■ **Task to carry out**: Whenever a line carries the word "nodes", pull it out of the entries.
++++++++
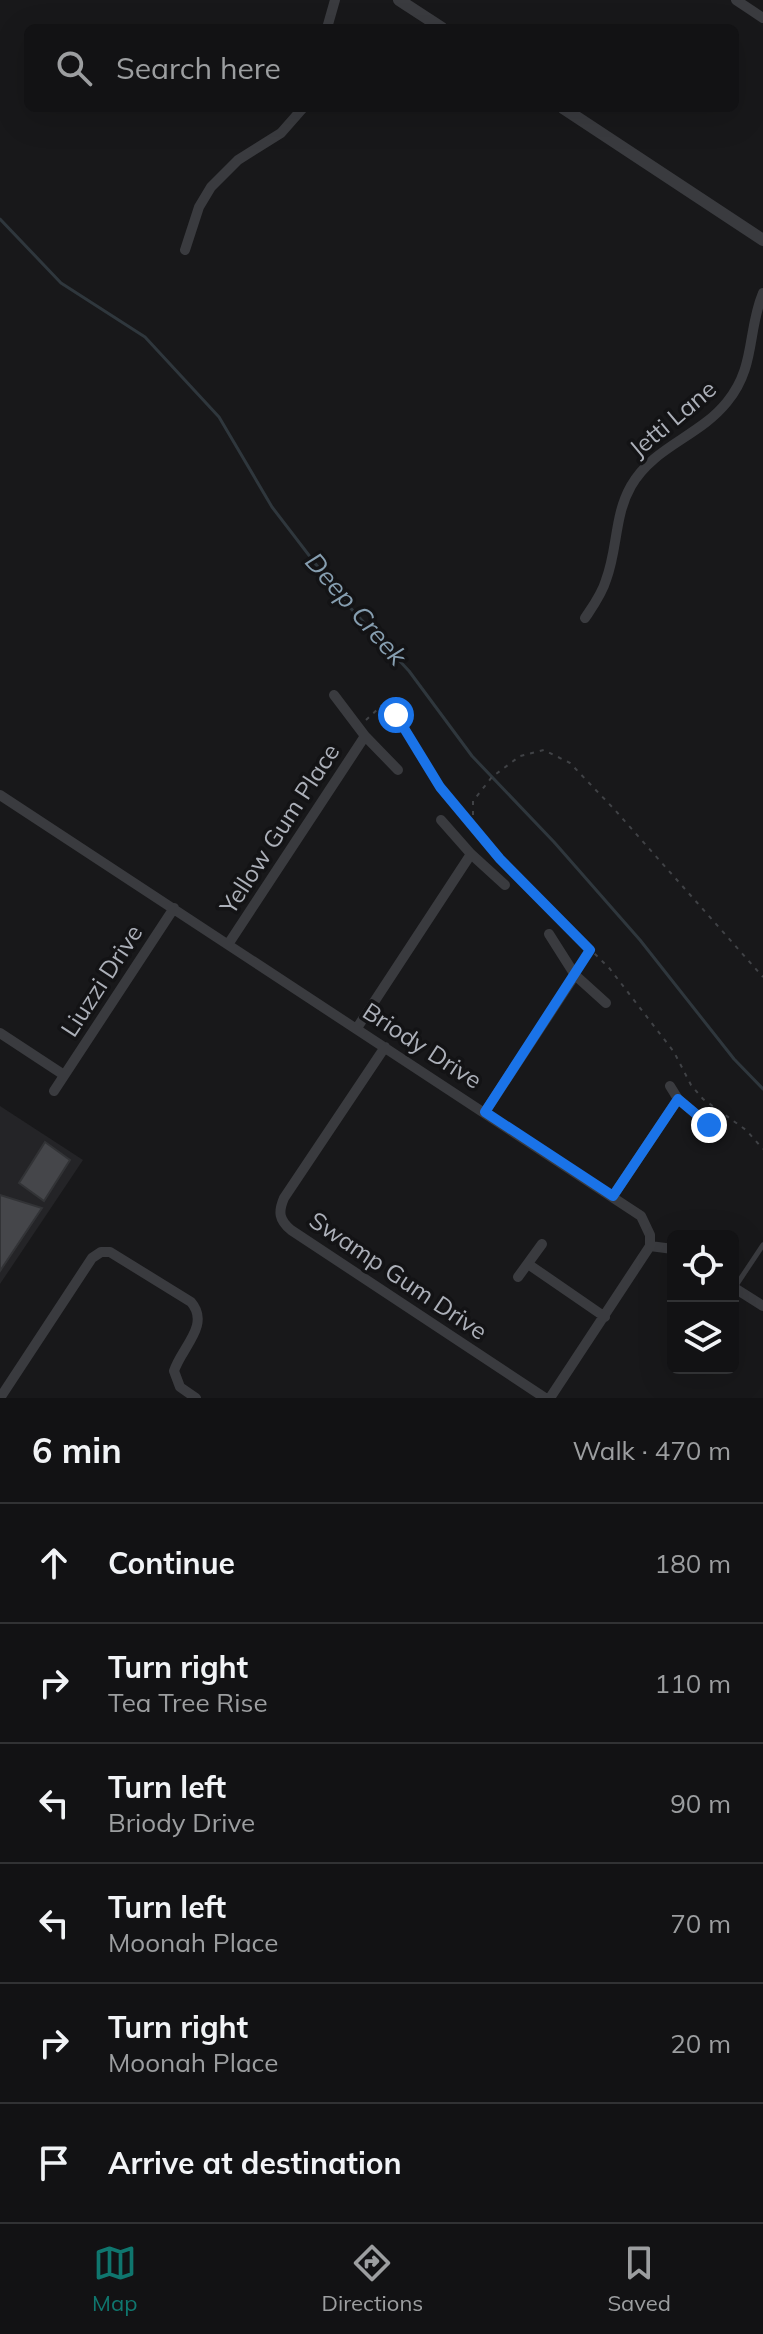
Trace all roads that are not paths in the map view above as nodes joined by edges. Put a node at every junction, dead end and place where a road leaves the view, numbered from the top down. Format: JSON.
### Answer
{"nodes":[{"id":1,"x":335,"y":0,"type":"edge"},
{"id":2,"x":399,"y":0,"type":"edge"},
{"id":3,"x":736,"y":0,"type":"edge"},
{"id":4,"x":763,"y":18,"type":"edge"},
{"id":5,"x":328,"y":24,"type":"edge"},
{"id":6,"x":436,"y":24,"type":"edge"},
{"id":7,"x":299,"y":112,"type":"edge"},
{"id":8,"x":569,"y":112,"type":"edge"},
{"id":9,"x":763,"y":240,"type":"edge"},
{"id":10,"x":185,"y":250,"type":"dead end"},
{"id":11,"x":763,"y":293,"type":"edge"},
{"id":12,"x":585,"y":618,"type":"dead end"},
{"id":13,"x":334,"y":695,"type":"dead end"},
{"id":14,"x":362,"y":731,"type":"junction"},
{"id":15,"x":398,"y":770,"type":"dead end"},
{"id":16,"x":0,"y":795,"type":"edge"},
{"id":17,"x":441,"y":820,"type":"dead end"},
{"id":18,"x":471,"y":854,"type":"junction"},
{"id":19,"x":505,"y":885,"type":"dead end"},
{"id":20,"x":174,"y":908,"type":"junction"},
{"id":21,"x":549,"y":934,"type":"dead end"},
{"id":22,"x":229,"y":943,"type":"junction"},
{"id":23,"x":575,"y":975,"type":"junction"},
{"id":24,"x":606,"y":1003,"type":"dead end"},
{"id":25,"x":357,"y":1028,"type":"junction"},
{"id":26,"x":0,"y":1033,"type":"edge"},
{"id":27,"x":385,"y":1047,"type":"junction"},
{"id":28,"x":64,"y":1075,"type":"junction"},
{"id":29,"x":670,"y":1086,"type":"dead end"},
{"id":30,"x":54,"y":1091,"type":"dead end"},
{"id":31,"x":678,"y":1099,"type":"junction"},
{"id":32,"x":485,"y":1112,"type":"junction"},
{"id":33,"x":709,"y":1125,"type":"dead end"},
{"id":34,"x":613,"y":1196,"type":"junction"},
{"id":35,"x":542,"y":1244,"type":"dead end"},
{"id":36,"x":763,"y":1245,"type":"edge"},
{"id":37,"x":650,"y":1246,"type":"junction"},
{"id":38,"x":667,"y":1248,"type":"edge"},
{"id":39,"x":528,"y":1264,"type":"junction"},
{"id":40,"x":518,"y":1277,"type":"dead end"},
{"id":41,"x":739,"y":1281,"type":"edge"},
{"id":42,"x":739,"y":1291,"type":"edge"},
{"id":43,"x":763,"y":1306,"type":"edge"},
{"id":44,"x":605,"y":1317,"type":"junction"},
{"id":45,"x":0,"y":1398,"type":"edge"},
{"id":46,"x":196,"y":1398,"type":"edge"},
{"id":47,"x":548,"y":1398,"type":"edge"}],
"edges":[{"from":1,"to":5,"type":"street"},
{"from":2,"to":6,"type":"street"},
{"from":3,"to":4,"type":"street"},
{"from":7,"to":10,"type":"street"},
{"from":8,"to":9,"type":"street"},
{"from":11,"to":12,"type":"street","name":"Jetti Lane"},
{"from":13,"to":14,"type":"street","name":"Yellow Gum Place"},
{"from":14,"to":15,"type":"street","name":"Yellow Gum Place"},
{"from":14,"to":22,"type":"street","name":"Yellow Gum Place"},
{"from":16,"to":20,"type":"street","name":"Briody Drive"},
{"from":17,"to":18,"type":"street"},
{"from":18,"to":19,"type":"street"},
{"from":18,"to":25,"type":"street"},
{"from":20,"to":22,"type":"street","name":"Briody Drive"},
{"from":20,"to":28,"type":"street","name":"Liuzzi Drive"},
{"from":21,"to":23,"type":"street"},
{"from":22,"to":25,"type":"street","name":"Briody Drive"},
{"from":23,"to":24,"type":"street"},
{"from":23,"to":32,"type":"street"},
{"from":25,"to":27,"type":"street","name":"Briody Drive"},
{"from":26,"to":28,"type":"street","name":"Liuzzi Drive"},
{"from":27,"to":32,"type":"street","name":"Briody Drive"},
{"from":27,"to":47,"type":"street","name":"Swamp Gum Drive"},
{"from":28,"to":30,"type":"street","name":"Liuzzi Drive"},
{"from":29,"to":31,"type":"street"},
{"from":31,"to":33,"type":"street"},
{"from":31,"to":34,"type":"street"},
{"from":32,"to":34,"type":"street","name":"Briody Drive"},
{"from":34,"to":37,"type":"street","name":"Briody Drive"},
{"from":35,"to":39,"type":"street"},
{"from":36,"to":41,"type":"lane"},
{"from":37,"to":38,"type":"street"},
{"from":37,"to":44,"type":"street"},
{"from":39,"to":40,"type":"street"},
{"from":39,"to":44,"type":"street"},
{"from":42,"to":43,"type":"street"},
{"from":44,"to":47,"type":"street"},
{"from":45,"to":46,"type":"street"}]}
++++++++
■ **Solution for this exercise**:
Trace all roads that are not paths in the map view above as nodes joined by edges. Put a node at every junction, dead end and place where a road leaves the view, numbered from the top down. Format: JSON.
{"nodes":[{"id":1,"x":335,"y":0,"type":"edge"},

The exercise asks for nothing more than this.